(Data records)
■ ■ ■

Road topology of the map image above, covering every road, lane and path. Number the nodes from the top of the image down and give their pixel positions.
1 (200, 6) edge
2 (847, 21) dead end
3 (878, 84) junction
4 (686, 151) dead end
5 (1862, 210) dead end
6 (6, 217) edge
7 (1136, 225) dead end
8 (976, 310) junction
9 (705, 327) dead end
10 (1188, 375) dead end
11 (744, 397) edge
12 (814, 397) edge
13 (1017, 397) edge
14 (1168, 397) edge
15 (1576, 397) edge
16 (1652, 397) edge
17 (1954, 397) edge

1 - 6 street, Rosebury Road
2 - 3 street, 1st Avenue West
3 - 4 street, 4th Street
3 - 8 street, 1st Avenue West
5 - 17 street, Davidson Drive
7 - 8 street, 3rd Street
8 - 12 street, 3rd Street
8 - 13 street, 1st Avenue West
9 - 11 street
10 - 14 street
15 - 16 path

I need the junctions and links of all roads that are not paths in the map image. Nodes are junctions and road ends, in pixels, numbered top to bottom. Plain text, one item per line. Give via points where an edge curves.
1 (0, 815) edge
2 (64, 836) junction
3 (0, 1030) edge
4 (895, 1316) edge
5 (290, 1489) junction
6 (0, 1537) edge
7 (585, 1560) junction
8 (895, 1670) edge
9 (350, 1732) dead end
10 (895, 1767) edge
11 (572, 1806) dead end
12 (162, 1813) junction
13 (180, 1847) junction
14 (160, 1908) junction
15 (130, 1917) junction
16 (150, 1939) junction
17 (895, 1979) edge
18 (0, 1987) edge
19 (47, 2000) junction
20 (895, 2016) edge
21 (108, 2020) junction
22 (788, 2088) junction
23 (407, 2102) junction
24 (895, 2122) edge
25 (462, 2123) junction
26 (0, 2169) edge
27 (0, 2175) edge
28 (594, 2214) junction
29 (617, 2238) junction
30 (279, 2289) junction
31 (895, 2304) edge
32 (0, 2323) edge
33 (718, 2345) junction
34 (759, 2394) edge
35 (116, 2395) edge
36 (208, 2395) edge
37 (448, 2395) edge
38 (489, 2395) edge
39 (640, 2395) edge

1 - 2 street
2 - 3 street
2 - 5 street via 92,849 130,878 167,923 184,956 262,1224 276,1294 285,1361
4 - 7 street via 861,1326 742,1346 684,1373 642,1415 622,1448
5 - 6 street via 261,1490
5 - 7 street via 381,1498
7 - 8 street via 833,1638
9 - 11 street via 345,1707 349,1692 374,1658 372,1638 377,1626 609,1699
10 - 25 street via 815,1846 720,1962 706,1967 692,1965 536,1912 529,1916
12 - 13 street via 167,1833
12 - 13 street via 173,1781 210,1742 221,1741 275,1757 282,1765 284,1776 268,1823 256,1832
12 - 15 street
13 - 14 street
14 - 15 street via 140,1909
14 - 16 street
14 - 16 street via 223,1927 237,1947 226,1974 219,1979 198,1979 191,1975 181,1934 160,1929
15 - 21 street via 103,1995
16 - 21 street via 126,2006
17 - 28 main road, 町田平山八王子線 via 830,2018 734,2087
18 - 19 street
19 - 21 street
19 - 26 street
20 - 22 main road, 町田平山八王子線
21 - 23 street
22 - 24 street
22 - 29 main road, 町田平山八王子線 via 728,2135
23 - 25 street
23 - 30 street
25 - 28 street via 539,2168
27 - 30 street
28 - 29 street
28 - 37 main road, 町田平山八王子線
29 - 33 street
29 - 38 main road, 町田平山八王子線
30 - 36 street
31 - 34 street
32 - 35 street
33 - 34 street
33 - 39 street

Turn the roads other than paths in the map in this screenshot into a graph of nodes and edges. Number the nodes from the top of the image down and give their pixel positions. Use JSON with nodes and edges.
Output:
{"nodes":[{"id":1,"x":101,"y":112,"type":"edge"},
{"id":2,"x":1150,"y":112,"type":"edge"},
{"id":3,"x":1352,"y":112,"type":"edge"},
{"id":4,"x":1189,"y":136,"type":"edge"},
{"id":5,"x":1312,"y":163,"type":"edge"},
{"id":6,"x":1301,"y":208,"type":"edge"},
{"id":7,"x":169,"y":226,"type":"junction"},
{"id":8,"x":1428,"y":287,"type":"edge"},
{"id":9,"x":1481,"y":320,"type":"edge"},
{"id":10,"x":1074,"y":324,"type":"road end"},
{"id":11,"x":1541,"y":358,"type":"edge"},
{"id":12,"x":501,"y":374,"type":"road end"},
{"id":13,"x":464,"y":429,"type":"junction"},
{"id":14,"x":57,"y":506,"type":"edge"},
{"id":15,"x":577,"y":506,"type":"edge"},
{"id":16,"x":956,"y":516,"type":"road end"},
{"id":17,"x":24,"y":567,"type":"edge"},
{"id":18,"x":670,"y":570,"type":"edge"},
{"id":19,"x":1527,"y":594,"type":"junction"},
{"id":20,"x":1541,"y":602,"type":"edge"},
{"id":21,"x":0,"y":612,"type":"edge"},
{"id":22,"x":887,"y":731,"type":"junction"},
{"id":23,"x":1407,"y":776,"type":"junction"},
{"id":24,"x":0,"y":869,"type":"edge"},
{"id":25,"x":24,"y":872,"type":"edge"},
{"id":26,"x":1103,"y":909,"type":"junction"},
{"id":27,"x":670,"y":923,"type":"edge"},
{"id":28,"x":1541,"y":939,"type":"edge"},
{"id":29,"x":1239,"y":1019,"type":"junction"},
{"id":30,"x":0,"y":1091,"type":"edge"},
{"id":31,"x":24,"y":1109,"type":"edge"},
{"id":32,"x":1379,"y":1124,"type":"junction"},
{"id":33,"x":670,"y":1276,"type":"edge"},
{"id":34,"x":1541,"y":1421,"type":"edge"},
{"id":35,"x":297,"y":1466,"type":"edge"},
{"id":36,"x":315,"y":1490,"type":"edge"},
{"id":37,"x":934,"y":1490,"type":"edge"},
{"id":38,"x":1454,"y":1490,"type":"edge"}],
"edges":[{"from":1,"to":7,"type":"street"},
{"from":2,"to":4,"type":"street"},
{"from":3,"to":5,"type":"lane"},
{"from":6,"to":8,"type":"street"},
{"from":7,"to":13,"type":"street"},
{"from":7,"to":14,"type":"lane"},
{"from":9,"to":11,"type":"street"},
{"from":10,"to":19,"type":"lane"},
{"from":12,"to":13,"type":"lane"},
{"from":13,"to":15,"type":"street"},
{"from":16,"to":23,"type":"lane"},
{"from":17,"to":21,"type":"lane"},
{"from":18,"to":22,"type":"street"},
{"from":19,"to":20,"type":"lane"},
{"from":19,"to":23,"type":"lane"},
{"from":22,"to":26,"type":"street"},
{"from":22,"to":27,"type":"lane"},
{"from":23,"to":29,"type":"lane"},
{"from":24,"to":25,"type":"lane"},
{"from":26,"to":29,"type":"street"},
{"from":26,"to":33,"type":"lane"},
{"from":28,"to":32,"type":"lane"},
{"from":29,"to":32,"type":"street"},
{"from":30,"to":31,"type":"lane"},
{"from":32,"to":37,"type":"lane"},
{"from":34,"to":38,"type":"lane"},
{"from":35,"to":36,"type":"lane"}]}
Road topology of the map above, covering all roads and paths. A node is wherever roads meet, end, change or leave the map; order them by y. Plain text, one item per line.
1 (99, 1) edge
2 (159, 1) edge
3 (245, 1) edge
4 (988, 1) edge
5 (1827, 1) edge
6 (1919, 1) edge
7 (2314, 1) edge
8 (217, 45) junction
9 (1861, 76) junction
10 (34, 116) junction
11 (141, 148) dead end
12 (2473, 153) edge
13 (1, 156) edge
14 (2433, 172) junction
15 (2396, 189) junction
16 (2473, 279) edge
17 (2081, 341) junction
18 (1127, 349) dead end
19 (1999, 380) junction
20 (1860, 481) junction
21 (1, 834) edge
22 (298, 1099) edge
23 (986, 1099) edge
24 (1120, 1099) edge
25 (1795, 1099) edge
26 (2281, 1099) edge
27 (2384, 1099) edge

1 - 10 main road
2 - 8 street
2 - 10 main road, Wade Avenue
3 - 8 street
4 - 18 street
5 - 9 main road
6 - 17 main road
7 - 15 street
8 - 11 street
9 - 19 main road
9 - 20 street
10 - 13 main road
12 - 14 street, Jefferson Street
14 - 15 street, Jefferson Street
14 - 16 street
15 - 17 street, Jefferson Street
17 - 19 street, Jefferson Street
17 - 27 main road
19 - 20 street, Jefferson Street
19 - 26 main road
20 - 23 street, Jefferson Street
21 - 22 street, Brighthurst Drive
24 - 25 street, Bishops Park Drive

■ ■ ■

> _WORK TASK_
Lines in the data that hold "Drive" are to be counted, and the number alone reported.

> _RESPONSE TO THE TASK_
3